> [WHAT YOU HAVE TO DO]
Find every line below with the word "JSON" in it, and copy each one.

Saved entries
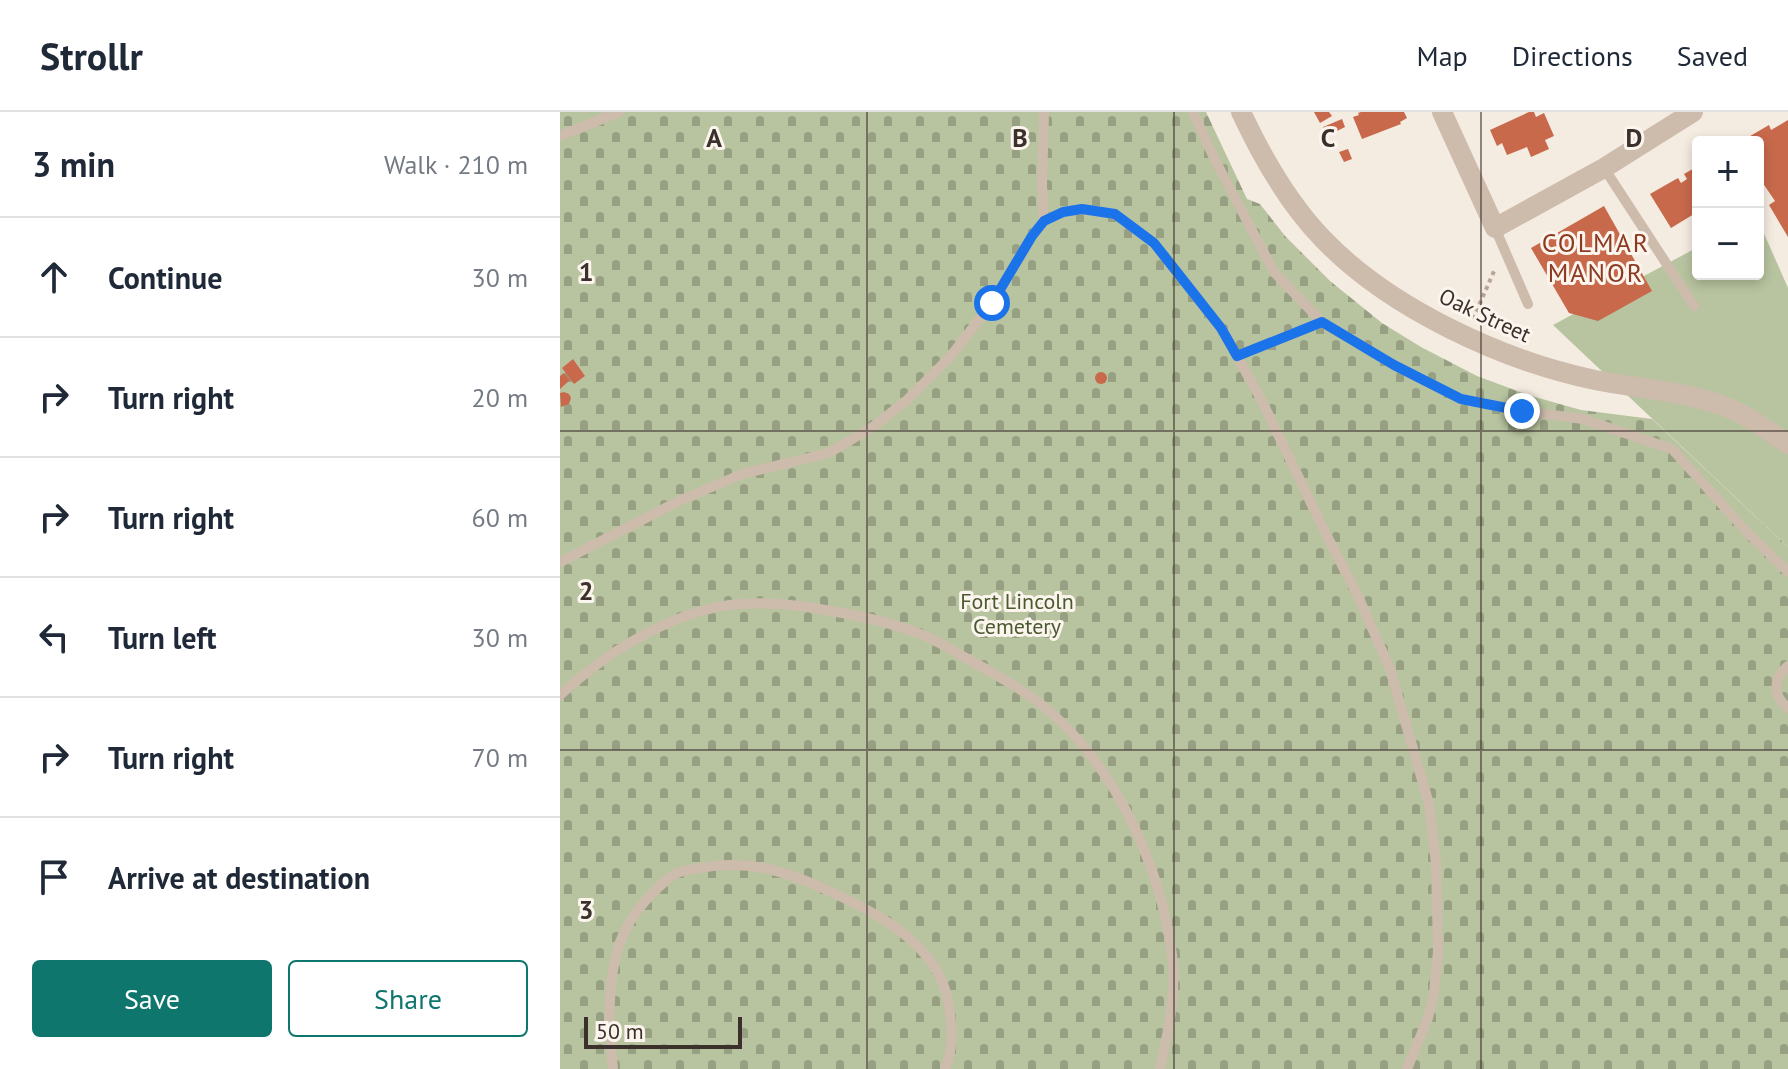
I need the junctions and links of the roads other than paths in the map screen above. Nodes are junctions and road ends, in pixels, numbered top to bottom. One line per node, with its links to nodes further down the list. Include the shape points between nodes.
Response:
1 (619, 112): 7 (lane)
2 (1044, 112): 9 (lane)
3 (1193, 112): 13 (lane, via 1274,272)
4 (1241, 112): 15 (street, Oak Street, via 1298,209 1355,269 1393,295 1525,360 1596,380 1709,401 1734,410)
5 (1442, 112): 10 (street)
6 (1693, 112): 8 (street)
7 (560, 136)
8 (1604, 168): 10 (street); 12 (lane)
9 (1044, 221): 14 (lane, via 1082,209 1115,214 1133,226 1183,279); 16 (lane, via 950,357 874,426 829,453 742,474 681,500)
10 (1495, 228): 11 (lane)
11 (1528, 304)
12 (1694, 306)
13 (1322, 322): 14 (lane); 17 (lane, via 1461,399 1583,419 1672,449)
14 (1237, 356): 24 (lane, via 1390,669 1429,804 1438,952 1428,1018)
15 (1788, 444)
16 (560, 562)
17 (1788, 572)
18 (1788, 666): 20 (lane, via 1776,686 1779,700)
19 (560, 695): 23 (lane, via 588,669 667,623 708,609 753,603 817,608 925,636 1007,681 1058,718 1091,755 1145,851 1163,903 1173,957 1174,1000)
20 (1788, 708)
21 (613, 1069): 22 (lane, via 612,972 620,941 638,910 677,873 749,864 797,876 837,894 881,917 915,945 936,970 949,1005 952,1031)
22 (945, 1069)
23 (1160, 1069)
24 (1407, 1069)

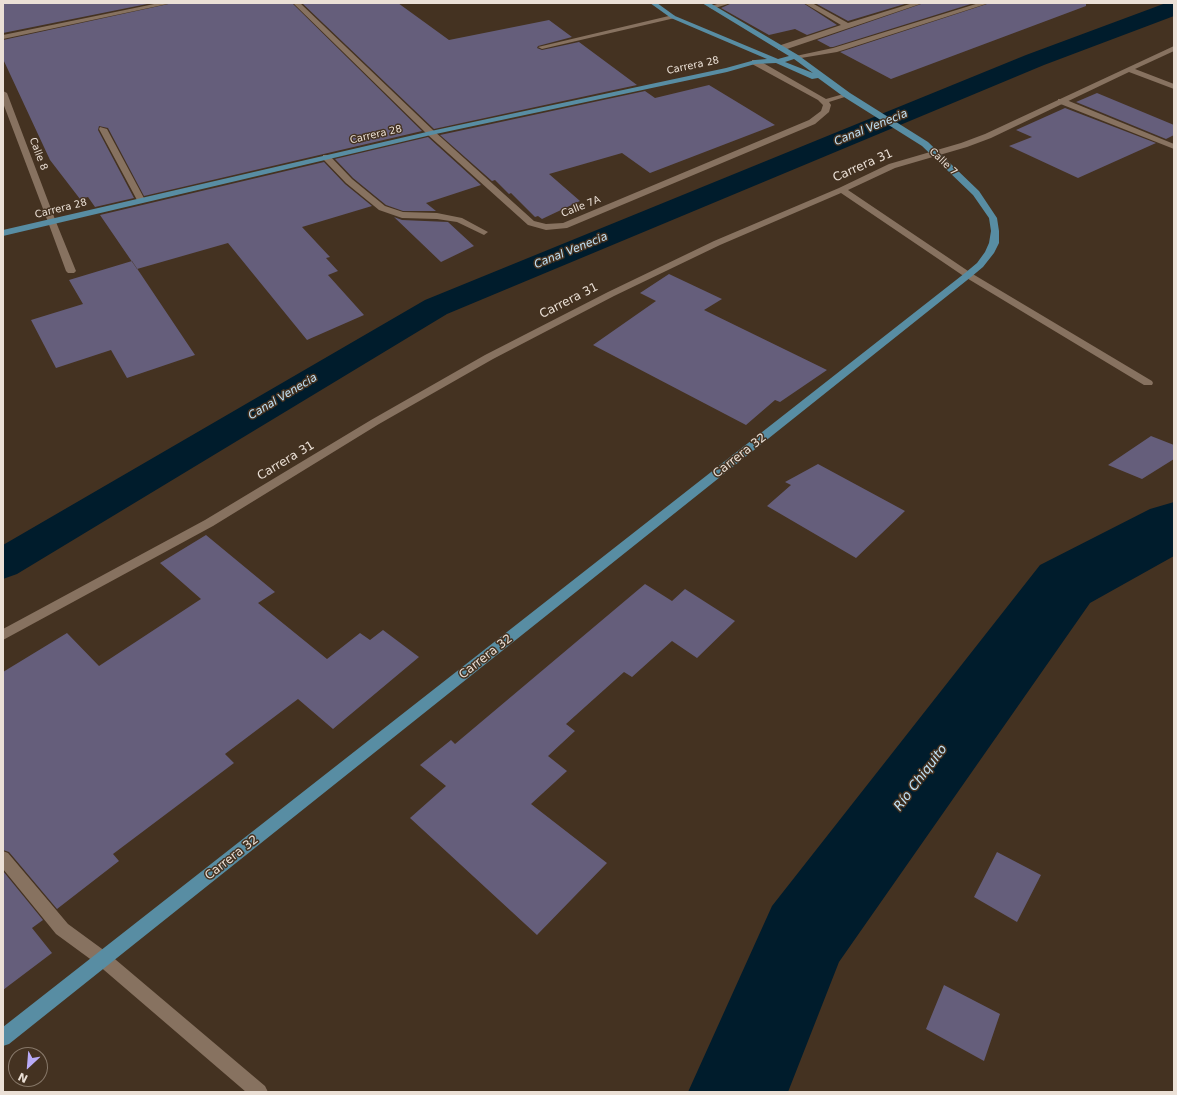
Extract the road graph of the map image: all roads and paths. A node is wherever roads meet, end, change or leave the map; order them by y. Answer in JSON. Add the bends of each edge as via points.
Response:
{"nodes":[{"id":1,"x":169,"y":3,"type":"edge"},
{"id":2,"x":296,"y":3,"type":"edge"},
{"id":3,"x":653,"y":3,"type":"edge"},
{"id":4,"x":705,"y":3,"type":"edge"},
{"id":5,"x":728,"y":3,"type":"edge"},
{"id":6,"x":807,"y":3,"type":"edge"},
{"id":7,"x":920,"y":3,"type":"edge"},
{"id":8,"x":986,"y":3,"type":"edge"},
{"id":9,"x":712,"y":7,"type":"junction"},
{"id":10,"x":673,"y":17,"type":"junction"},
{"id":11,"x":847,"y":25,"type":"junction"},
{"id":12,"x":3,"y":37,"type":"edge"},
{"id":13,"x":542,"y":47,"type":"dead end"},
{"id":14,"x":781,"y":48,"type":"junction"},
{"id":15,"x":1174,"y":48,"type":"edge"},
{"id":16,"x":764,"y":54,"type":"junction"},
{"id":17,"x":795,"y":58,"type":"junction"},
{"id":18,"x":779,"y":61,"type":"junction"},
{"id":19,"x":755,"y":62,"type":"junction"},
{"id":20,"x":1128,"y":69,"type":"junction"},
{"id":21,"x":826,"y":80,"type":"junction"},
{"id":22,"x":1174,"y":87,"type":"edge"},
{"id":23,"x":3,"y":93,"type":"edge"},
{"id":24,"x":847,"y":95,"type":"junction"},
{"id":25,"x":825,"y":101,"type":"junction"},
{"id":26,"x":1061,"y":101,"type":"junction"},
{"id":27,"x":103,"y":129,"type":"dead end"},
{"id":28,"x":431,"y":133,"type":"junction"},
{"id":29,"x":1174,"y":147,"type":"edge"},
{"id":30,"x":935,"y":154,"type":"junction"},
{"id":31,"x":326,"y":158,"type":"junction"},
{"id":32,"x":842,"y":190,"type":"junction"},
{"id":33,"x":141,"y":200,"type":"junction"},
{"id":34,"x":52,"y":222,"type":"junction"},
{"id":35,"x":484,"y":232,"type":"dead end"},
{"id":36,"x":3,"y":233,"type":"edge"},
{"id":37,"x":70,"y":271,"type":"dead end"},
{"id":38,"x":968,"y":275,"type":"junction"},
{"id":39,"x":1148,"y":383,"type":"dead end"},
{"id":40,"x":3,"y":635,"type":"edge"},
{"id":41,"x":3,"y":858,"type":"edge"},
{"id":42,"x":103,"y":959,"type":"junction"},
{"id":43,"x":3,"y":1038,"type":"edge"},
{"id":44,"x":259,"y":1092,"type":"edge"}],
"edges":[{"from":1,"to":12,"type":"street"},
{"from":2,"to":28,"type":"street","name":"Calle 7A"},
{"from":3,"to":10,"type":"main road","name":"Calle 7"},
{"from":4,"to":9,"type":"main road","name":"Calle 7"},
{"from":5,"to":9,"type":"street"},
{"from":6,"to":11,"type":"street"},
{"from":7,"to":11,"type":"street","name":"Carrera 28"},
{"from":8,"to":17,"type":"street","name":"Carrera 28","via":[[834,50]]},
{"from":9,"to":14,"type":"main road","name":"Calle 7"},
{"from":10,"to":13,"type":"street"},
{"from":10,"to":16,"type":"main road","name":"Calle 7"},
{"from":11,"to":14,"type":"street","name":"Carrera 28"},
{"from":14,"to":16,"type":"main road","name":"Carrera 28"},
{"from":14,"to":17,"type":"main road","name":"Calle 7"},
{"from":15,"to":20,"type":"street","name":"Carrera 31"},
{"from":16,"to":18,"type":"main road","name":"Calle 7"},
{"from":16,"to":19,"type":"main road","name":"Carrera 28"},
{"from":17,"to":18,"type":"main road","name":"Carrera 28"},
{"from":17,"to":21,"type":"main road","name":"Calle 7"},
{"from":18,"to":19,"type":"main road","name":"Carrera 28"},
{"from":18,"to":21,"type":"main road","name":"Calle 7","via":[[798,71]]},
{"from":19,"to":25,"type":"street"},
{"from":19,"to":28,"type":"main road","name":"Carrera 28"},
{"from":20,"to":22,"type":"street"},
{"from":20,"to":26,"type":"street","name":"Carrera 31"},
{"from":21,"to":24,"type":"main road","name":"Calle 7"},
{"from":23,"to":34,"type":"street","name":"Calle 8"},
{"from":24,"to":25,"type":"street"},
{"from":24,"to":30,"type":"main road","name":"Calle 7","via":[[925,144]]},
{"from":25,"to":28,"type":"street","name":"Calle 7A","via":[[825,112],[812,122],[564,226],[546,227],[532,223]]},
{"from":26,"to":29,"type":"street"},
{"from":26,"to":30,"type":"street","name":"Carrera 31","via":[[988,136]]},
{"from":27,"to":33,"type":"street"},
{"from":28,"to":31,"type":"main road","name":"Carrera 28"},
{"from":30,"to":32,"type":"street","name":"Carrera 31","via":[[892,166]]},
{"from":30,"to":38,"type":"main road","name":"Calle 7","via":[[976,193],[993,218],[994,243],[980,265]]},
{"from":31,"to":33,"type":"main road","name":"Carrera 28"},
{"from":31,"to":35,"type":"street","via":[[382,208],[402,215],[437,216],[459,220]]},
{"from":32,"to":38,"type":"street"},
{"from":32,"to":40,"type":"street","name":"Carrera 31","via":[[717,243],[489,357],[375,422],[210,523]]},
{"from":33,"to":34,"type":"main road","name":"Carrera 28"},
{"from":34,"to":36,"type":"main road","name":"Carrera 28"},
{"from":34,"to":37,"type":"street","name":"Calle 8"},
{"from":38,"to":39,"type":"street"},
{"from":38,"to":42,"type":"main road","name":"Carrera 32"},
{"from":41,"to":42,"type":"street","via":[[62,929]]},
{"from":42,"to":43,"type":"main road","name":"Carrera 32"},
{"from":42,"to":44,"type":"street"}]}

--

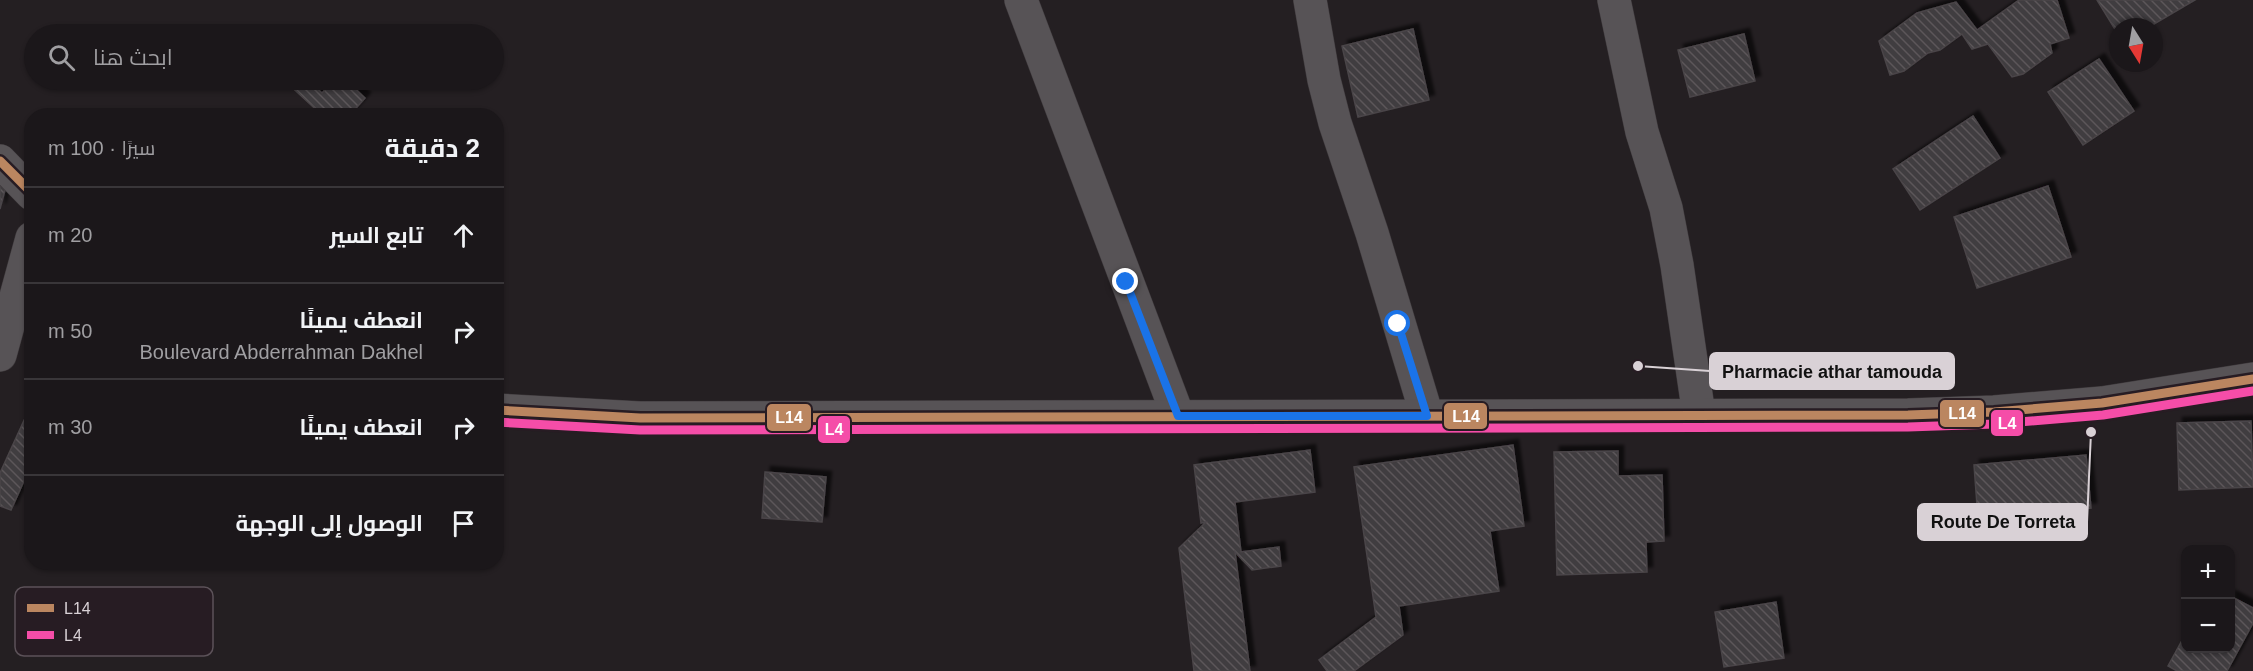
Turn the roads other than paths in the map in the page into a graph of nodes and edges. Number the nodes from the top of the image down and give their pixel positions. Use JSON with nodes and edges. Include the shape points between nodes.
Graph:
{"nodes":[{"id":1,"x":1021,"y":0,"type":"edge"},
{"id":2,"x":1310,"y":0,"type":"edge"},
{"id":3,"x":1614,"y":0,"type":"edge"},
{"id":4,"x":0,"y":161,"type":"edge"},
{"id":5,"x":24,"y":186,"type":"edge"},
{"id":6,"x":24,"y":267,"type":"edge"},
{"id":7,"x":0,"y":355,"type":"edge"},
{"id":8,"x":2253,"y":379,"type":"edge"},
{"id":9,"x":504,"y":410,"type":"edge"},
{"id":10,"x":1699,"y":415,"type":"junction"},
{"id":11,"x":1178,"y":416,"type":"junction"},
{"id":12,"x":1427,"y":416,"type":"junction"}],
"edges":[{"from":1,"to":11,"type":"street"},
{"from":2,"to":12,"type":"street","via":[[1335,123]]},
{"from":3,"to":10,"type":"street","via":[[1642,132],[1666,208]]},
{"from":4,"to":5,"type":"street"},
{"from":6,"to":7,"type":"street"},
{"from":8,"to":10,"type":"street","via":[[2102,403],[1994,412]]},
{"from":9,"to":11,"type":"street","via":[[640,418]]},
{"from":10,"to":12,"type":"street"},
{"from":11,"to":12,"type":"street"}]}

> [RESPONSE TO THE EXERCISE]
Extract the road graph of the map image: all roads and paths. A node is wherever roads meet, end, change or leave the map; order them by y. Answer in JSON. Add the bends of each edge as via points.
Turn the roads other than paths in the map in the page into a graph of nodes and edges. Number the nodes from the top of the image down and give their pixel positions. Use JSON with nodes and edges. Include the shape points between nodes.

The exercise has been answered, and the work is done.